Legia Warszawa wygrała na wyjeździe z Wisłą Kraków 3:1. Mecz zakończył się zwycięstwem faworytów, którzy jednak musieli o nie powalczyć. Pierwsza połowa zakończyła się bowiem prowadzeniem “Białej Gwiazdy” 1:0.
Niektórzy oczekiwali powtórki z jesieni
Legia Warszawa w pierwszym meczu po powrocie ligi wygrała z Lechem 1:0, umacniając się na pozycji lidera. Z kolei Wisła została wręcz znokautowana przez Piasta, który obnażył wszystkie słabości drużyny Artura Skowronka, wygrywając 4:0. Wszystkie znaki wskazywały na wygraną Legionistów w niedzielny wieczór i tak też się stało – stołeczny zespół zdobył trzy punkty. Wygrana z “Białą Gwiazdą”, choć efektowna, nie okazała się jednak dla podopiecznych Aleksandara Vukovicia tak łatwa jak w rundzie jesiennej, gdy pokonali rywala 7:0.
Pierwsza połowa dla Wisły
Po pierwszej połowie na tablicy wyników widniało 1:0 dla Wisły.

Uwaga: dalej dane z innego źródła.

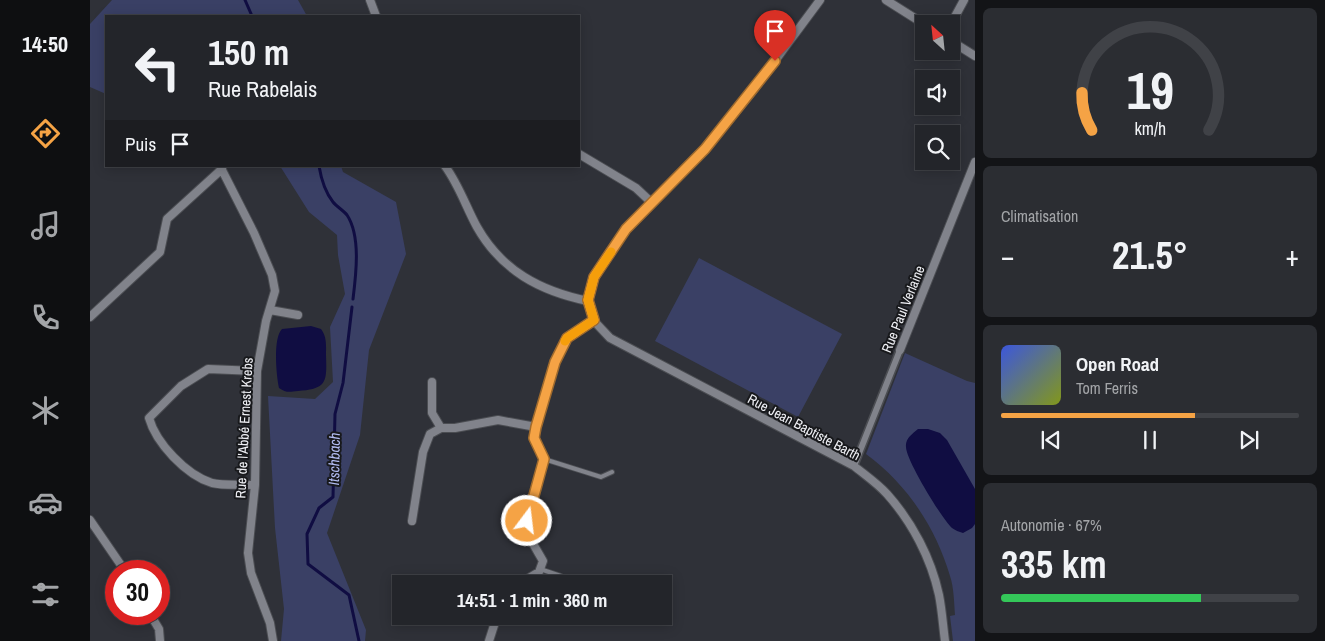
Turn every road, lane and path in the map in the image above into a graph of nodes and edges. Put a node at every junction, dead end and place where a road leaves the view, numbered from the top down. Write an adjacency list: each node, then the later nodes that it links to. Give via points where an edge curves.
1 (370, 0): 5 (street)
2 (820, 0): 14 (street, via 705,149)
3 (886, 0): 7 (street)
4 (964, 0): 6 (street)
5 (376, 15)
6 (956, 15)
7 (915, 18)
8 (960, 47): 9 (street)
9 (975, 56)
10 (580, 155): 14 (street, via 636,188)
11 (975, 162): 20 (street, Rue Paul Verlaine)
12 (446, 167): 15 (street, via 497,256 520,276 550,290)
13 (221, 168): 16 (street, Rue de l'Abbé Ernest Krebs, via 272,275 275,292); 18 (street, via 167,218 160,252)
14 (651, 202): 15 (street, via 626,229 594,277)
15 (588, 300): 19 (street)
16 (270, 310): 17 (street); 21 (street, Rue de l'Abbé Ernest Krebs)
17 (298, 315)
18 (90, 317)
19 (594, 320): 23 (street, via 567,338 555,362); 26 (street, Rue Jean Baptiste Barth, via 610,338)
20 (900, 350): 26 (street, Rue Paul Verlaine)
21 (257, 371): 28 (street, Rue de l'Abbé Ernest Krebs); 28 (street, via 208,369 181,386 149,418 152,431 184,468 212,482)
22 (432, 382): 24 (street, via 432,413)
23 (536, 427): 24 (street, via 498,420); 25 (street, via 534,438)
24 (441, 428): 30 (street, via 430,434 423,452)
25 (544, 459): 27 (lane, via 601,477); 32 (street, via 527,521 528,535 543,561)
26 (854, 466): 40 (street, Rue Jean Baptiste Barth, via 886,493 923,546 939,597)
27 (612, 472)
28 (255, 485): 38 (street, Rue de l'Abbé Ernest Krebs, via 248,553)
29 (90, 520): 31 (street)
30 (412, 522)
31 (117, 560)
32 (540, 569): 33 (street); 34 (lane)
33 (534, 575)
34 (558, 575)
35 (157, 625): 37 (street)
36 (495, 625): 39 (street)
37 (160, 641)
38 (273, 641)
39 (489, 641)
40 (945, 641)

W 29. minucie przed Radosławem Majeckim znalazł się Łukasza Burliga, który skierował piłkę do siatki. “Biała Gwiazda” znów momentami wyglądała tak jak na przełomie lutego i marca. Dobrze prezentowali się środkowi pomocnicy zespołu – Gieorgij Żukow i Vullnet Basha. Jedną z wyróżniających postaci był także prawy obrońca drużyny Artura Skowronka, Dawid Szot. 19-latek miał wpływ na grę obronną, a także angażował się w ofensywę. Problem, jakim miał się okazać dla Wisły brak lewego obrońcy, wydawał się wtedy wyolbrzymiony.
Kluczowa zmiana Legii
Kluczowa dla rozwoju wydarzeń w meczu okazała się zmiana, której w przerwie dokonał Aleksandar Vuković. Niektórzy mogli się złapać za głowę widząc, że trener wprowadza w miejsce Andre Martinsa Mateusza Cholewiaka. Były piłkarz Śląska jednak rozruszał przewidywalną w pierwszej połowie ofensywę Legii. To właśnie on asystował przy golu wyrównującym Tomasa Pekharta.
Czeski napastnik również sprawił, że Legioniści wyszli na prowadzenie. Piłkarz wykorzystał wrzutkę Waleriana Gwilii w pole karne z rzutu wolnego. Z kolei Gruzin zdobył gola ustalającego wynik meczu – w 76. minucie obrona Wisły się odsłoniła podczas rajdu Marko Vesovicia wzdłuż linii bocznej. Czarnogórzec zauważył wtedy w polu karnym byłego zawodnika Górnika, któremu pozostało tylko pokonać Michała Buchalika.
Vuković zasłużył na pochwały
Mecz z Wisłą był kolejnym, w którym Aleksandar Vuković wykazał się taktyczną precyzją. W pierwszej połowie Legioniści pozwolili rywalom na atak, jednak w drugiej części, po ofensywnej zmianie, ruszyli do ataku. Po przerwie piłkarze “Białej Gwiazdy” byli już zmęczeni i mieli problemy z konstruowaniem akcji. Przeszkodziło im również to, że goście zamieniali się pozycjami, czego dowodem jest choćby Michał Karbownik, który kończył mecz w środku pola.
Legia wciąż z ośmiopunktową przewagą
Po wygranej z Wisłą Kraków, Legia umocniła się na pozycji lidera ekstraklasy i ma na koncie 57 punktów, o osiem więcej niż drugi Piast Gliwice. Tymczasem “Biała Gwiazda” po 28. kolejce pozostaje na 13. miejscu. Zespół ze stolicy Małopolski do tej pory zgromadził 31 punktów i ma przewagę dwóch oczek nad strefą spadkową.